**EXERCISE OBJECTIVE**:
Search the records for the word "Barbusse" and pick out every line that has it.

(Collected data)
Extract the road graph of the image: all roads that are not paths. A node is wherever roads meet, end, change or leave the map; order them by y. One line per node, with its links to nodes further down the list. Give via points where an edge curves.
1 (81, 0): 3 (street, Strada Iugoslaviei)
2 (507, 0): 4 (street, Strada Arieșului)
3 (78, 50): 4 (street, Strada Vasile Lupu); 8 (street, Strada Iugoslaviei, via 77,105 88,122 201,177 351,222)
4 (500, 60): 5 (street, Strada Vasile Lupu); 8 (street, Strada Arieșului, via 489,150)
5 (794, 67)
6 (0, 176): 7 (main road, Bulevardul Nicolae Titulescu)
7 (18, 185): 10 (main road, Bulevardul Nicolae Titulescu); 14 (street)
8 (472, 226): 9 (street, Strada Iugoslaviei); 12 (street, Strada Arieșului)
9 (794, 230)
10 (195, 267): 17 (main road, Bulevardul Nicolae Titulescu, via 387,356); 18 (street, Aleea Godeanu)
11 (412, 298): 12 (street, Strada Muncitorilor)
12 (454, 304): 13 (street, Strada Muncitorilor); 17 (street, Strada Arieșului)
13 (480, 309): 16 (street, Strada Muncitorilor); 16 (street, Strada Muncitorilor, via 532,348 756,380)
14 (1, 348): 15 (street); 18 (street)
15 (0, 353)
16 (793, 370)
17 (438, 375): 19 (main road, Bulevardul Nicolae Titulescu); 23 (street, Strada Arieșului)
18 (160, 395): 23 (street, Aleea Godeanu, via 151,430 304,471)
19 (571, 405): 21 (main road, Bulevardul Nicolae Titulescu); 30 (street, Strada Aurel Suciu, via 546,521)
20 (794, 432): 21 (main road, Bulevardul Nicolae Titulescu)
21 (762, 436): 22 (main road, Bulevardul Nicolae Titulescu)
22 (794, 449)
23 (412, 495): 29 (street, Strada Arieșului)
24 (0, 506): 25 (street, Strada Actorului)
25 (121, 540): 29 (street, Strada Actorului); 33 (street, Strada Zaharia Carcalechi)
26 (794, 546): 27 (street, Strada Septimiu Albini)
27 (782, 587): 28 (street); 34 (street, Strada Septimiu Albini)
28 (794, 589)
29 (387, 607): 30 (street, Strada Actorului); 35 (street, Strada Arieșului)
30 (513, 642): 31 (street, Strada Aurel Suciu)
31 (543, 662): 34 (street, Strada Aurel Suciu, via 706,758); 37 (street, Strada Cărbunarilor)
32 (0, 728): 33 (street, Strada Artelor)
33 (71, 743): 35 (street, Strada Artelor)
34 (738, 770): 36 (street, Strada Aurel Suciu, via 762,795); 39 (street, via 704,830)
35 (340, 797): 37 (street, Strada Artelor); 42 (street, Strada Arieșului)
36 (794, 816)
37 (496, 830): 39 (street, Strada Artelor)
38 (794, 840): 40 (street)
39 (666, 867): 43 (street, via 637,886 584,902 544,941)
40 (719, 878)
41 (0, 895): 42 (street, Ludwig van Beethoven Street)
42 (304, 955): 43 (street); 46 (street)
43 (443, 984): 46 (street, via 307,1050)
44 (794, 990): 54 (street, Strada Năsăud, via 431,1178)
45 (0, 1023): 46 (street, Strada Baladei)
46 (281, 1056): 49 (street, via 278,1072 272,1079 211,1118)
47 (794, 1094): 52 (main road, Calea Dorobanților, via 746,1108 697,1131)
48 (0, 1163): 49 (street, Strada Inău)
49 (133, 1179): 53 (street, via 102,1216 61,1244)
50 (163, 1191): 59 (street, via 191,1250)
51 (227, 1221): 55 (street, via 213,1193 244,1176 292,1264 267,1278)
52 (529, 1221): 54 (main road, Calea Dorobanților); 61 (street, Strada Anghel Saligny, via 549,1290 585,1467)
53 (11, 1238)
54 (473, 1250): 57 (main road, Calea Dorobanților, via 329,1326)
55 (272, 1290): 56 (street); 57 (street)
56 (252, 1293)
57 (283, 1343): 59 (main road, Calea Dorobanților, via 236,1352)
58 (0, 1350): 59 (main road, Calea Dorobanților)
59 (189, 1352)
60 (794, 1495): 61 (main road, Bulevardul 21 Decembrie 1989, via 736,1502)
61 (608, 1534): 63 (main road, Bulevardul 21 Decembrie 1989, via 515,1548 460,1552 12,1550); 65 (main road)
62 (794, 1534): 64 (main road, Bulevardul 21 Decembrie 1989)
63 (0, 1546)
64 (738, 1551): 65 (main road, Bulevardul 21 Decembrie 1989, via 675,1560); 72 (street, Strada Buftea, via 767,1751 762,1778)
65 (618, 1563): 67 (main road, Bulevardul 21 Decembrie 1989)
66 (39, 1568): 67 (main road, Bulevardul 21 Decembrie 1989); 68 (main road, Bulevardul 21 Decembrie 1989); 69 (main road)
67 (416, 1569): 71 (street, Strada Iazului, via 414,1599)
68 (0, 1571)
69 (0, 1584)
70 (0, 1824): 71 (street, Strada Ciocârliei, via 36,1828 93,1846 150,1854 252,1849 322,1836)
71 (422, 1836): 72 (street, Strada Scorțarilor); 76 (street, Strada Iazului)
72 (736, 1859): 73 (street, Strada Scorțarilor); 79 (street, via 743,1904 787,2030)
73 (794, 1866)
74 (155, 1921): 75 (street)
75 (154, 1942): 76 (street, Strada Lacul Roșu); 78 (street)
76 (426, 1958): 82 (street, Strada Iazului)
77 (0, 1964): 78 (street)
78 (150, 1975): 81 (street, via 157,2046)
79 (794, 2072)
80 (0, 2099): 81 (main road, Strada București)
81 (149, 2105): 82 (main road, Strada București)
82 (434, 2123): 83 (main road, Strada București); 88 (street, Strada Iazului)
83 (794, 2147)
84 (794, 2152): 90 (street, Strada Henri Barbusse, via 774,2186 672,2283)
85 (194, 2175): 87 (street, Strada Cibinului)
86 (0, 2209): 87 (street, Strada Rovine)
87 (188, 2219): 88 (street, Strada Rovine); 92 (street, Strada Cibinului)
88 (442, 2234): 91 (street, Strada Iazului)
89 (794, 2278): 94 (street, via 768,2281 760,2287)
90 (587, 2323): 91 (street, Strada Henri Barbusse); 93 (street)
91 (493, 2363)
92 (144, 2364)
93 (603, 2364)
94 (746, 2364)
* * *
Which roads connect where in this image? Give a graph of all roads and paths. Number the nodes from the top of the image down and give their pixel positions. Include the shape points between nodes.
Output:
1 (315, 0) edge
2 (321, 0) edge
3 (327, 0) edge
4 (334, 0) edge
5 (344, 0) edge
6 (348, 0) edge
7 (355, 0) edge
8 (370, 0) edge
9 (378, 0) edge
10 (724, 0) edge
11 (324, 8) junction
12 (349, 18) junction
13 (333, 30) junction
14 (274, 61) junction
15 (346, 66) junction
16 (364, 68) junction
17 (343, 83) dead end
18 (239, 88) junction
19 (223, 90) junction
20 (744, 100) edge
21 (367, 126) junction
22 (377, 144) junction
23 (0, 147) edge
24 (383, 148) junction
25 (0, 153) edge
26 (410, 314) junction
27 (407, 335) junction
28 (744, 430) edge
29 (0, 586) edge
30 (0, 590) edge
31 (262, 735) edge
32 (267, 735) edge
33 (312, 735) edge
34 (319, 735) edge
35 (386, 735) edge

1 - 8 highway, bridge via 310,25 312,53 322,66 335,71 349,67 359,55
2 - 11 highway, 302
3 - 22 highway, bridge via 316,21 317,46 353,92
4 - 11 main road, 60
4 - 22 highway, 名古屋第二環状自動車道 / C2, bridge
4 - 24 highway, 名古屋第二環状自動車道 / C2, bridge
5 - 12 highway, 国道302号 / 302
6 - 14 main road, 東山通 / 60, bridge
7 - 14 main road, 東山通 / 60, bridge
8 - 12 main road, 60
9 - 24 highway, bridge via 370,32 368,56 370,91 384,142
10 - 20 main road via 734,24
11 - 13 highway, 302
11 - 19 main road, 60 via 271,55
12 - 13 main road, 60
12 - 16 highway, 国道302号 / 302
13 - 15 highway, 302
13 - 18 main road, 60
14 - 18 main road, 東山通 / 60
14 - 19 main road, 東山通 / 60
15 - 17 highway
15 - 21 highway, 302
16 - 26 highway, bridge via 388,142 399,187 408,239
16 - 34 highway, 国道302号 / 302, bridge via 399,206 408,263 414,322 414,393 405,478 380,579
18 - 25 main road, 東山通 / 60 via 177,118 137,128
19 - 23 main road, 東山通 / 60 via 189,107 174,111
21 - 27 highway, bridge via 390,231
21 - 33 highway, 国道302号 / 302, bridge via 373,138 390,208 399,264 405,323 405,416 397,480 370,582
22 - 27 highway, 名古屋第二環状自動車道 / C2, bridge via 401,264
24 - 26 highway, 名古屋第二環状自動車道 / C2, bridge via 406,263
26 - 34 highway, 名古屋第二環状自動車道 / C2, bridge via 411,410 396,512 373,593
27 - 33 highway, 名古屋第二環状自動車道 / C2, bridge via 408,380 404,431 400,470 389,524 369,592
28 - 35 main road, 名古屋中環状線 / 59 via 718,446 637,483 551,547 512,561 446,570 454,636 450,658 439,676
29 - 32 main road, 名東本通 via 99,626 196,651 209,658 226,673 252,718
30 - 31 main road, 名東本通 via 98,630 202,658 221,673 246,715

**RESPONSE TO THE TASK**:
84 (794, 2152): 90 (street, Strada Henri Barbusse, via 774,2186 672,2283)
90 (587, 2323): 91 (street, Strada Henri Barbusse); 93 (street)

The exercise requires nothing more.